Recorded information: Begin

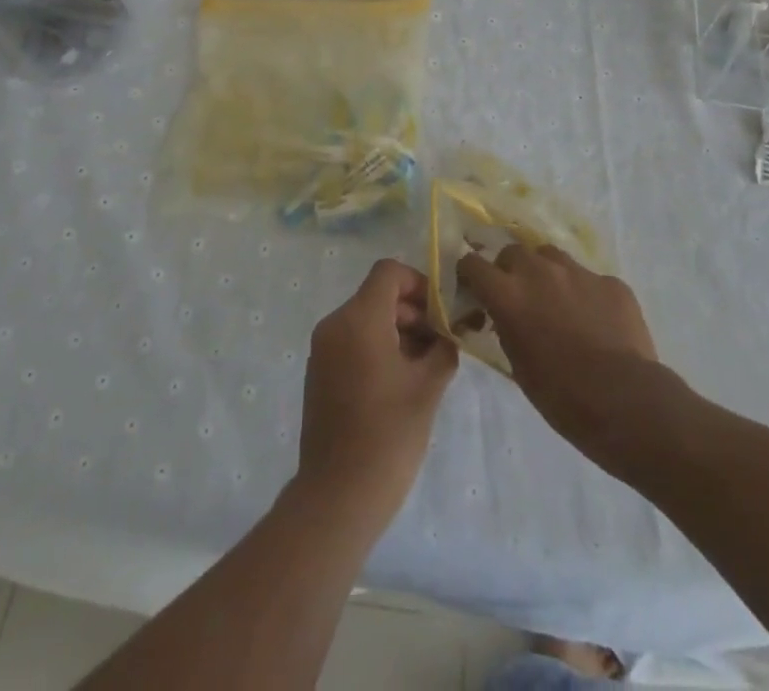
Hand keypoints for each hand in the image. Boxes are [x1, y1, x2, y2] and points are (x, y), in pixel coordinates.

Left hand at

Recorded information: End
Recorded information: Begin

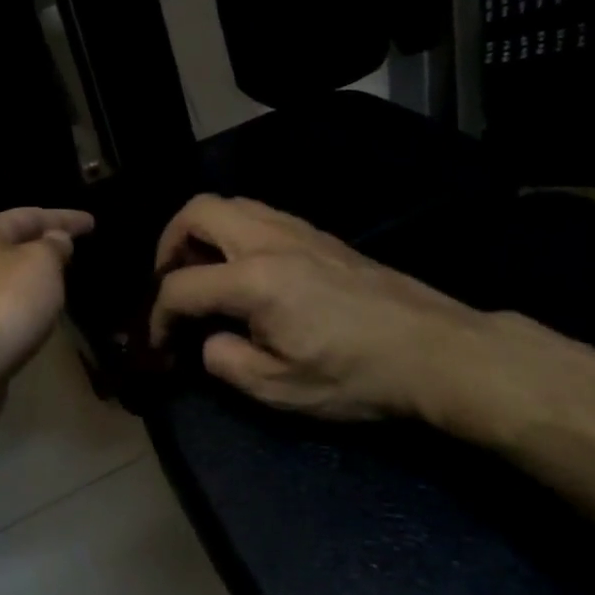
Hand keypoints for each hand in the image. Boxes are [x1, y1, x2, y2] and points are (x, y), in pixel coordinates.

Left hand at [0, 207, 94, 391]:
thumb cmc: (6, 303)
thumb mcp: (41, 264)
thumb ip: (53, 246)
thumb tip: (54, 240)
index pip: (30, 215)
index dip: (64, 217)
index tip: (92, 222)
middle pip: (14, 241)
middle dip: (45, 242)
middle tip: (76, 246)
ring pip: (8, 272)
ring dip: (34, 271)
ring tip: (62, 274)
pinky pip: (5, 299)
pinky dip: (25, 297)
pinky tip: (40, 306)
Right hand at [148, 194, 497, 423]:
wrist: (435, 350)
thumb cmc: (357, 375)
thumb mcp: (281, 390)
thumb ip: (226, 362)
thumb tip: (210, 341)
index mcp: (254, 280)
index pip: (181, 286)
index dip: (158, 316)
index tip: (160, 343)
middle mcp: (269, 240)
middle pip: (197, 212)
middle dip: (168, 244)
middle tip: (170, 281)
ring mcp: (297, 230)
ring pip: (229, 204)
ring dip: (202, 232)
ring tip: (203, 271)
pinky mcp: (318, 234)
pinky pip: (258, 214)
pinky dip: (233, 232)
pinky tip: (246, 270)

Recorded information: End
Recorded information: Begin

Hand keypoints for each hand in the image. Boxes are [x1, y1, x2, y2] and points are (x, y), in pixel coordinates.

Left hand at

Recorded information: End

### Problem
Lines wanted from the listing above: the line with "middle mcp: (269, 240)" up to and including the line with "pinky tip: (246, 270)". Please write them out exactly, adding nothing else.

### Output of the task
middle mcp: (269, 240)
middle pip: (197, 212)
middle dip: (168, 244)
middle tip: (170, 281)
ring mcp: (297, 230)
ring pip: (229, 204)
ring dip: (202, 232)
ring tip: (203, 271)
pinky mcp: (318, 234)
pinky pip: (258, 214)
pinky dip: (233, 232)
pinky tip: (246, 270)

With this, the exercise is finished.